Paradigms and Barriers
Author: Howard Margolis
Publisher: University of Chicago Press
Total Pages: 280
Release: 1993-08-15
Genre: Science
ISBN: 0226505235

In Paradigms and Barriers Howard Margolis offers an innovative interpretation of Thomas S. Kuhn's landmark idea of "paradigm shifts," applying insights from cognitive psychology to the history and philosophy of science. Building upon the arguments in his acclaimed Patterns, Thinking, and Cognition, Margolis suggests that the breaking down of particular habits of mind—of critical "barriers"—is key to understanding the processes through which one model or concept is supplanted by another. Margolis focuses on those revolutionary paradigm shifts— such as the switch from a Ptolemaic to a Copernican worldview—where challenges to entrenched habits of mind are marked by incomprehension or indifference to a new paradigm. Margolis argues that the critical problem for a revolutionary shift in thinking lies in the robustness of the habits of mind that reject the new ideas, relative to the habits of mind that accept the new ideas. Margolis applies his theory to famous cases in the history of science, offering detailed explanations for the transition from Ptolemaic to cosmological astronomy, the emergence of probability, the overthrow of phlogiston, and the emergence of the central role of experiment in the seventeenth century. He in turn uses these historical examples to address larger issues, especially the nature of belief formation and contemporary debates about the nature of science and the evolution of scientific ideas. Howard Margolis is a professor in the Harris Graduate School of Public Policy Studies and in the College at the University of Chicago. He is the author of Selfishness, Altruism, and Rationality and Patterns, Thinking, and Cognition, both published by the University of Chicago Press.

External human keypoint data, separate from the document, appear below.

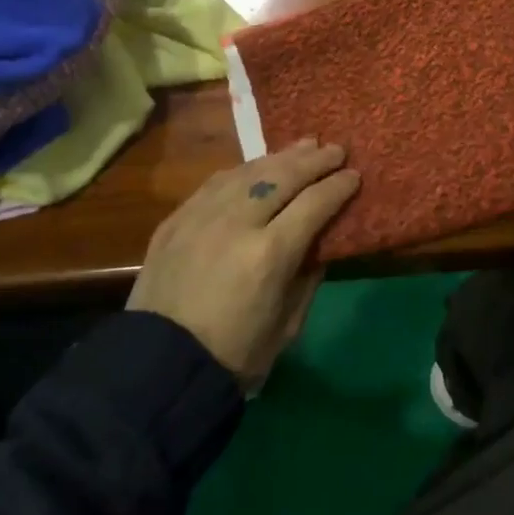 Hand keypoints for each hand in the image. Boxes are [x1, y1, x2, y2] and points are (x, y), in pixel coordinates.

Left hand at [127, 140, 360, 389]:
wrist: (158, 369)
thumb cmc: (234, 356)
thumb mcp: (288, 326)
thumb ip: (308, 277)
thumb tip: (320, 242)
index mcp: (270, 254)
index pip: (314, 204)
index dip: (338, 186)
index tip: (354, 175)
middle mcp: (237, 223)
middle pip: (282, 176)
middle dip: (314, 161)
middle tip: (336, 150)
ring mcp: (202, 216)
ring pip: (248, 171)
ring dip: (281, 156)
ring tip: (305, 145)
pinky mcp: (176, 219)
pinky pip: (217, 182)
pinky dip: (244, 170)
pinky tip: (258, 165) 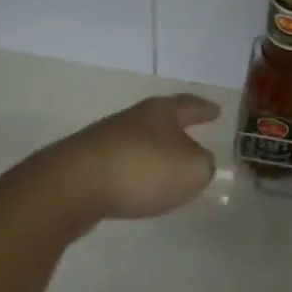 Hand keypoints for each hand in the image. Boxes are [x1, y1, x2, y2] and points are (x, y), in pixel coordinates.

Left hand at [32, 93, 220, 226]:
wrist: (74, 185)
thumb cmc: (142, 169)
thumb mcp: (191, 169)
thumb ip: (203, 165)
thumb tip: (199, 162)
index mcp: (161, 112)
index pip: (189, 105)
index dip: (204, 109)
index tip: (217, 110)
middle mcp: (134, 119)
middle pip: (161, 120)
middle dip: (178, 129)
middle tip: (194, 136)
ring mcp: (107, 140)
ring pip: (140, 141)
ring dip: (155, 152)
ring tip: (168, 167)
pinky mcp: (88, 164)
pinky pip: (123, 164)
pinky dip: (135, 172)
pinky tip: (139, 187) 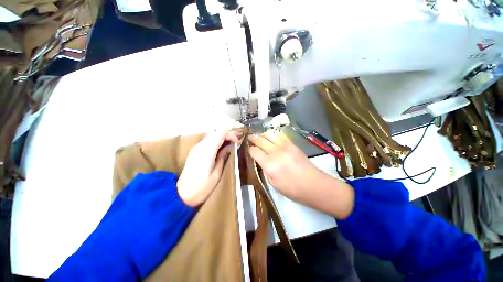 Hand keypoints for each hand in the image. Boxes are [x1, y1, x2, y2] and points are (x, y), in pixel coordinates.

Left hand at [177, 131, 240, 206]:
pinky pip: (207, 141)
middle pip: (216, 133)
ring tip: (231, 145)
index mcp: (207, 150)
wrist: (182, 195)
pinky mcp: (195, 151)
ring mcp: (196, 148)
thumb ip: (223, 156)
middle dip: (227, 135)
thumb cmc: (202, 187)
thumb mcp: (217, 172)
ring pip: (211, 136)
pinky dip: (216, 142)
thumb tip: (230, 146)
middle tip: (236, 142)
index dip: (231, 135)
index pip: (220, 134)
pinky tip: (221, 149)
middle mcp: (200, 146)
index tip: (237, 142)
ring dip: (222, 138)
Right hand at [248, 130, 354, 218]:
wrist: (314, 185)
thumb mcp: (273, 184)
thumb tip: (260, 161)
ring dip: (262, 134)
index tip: (249, 150)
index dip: (250, 149)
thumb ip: (265, 170)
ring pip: (270, 134)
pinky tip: (271, 137)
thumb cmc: (292, 189)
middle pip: (261, 140)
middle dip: (253, 138)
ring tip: (259, 136)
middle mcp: (275, 152)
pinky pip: (280, 135)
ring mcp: (285, 146)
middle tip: (249, 138)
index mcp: (269, 164)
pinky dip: (273, 134)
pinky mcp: (292, 144)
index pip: (254, 151)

Paradigms of Research for the 21st Century

Paradigms of Research for the 21st Century
Author: Antonina Lukenchuk
Publisher: Peter Lang Incorporated, International Academic Publishers
Total Pages: 0
Release: 2013
Genre: Education
ISBN: 9781433118029

What is research and who is a researcher? Why engage in research and what can be its value? How do we come to know what lies beyond our horizons? Paradigms of Research for the 21st Century opens the door for wondering about these and other questions pertaining to the nature and process of educational research. It offers an insightful and detailed account of Western and non-Western philosophical traditions and perspectives on reality, knowledge, and values that have been responsive to past and present developments of educational research in North America. These accounts form a paradigm - a system of inquiry, a model, or a way of knowing. Empirical-analytic, pragmatic, interpretive, critical, poststructuralist, and transcendental paradigms are distinguished as an alternative to a quantitative-qualitative typology of paradigms in educational research. This book can be used for introductory and advanced research methods courses at the master's and doctoral levels.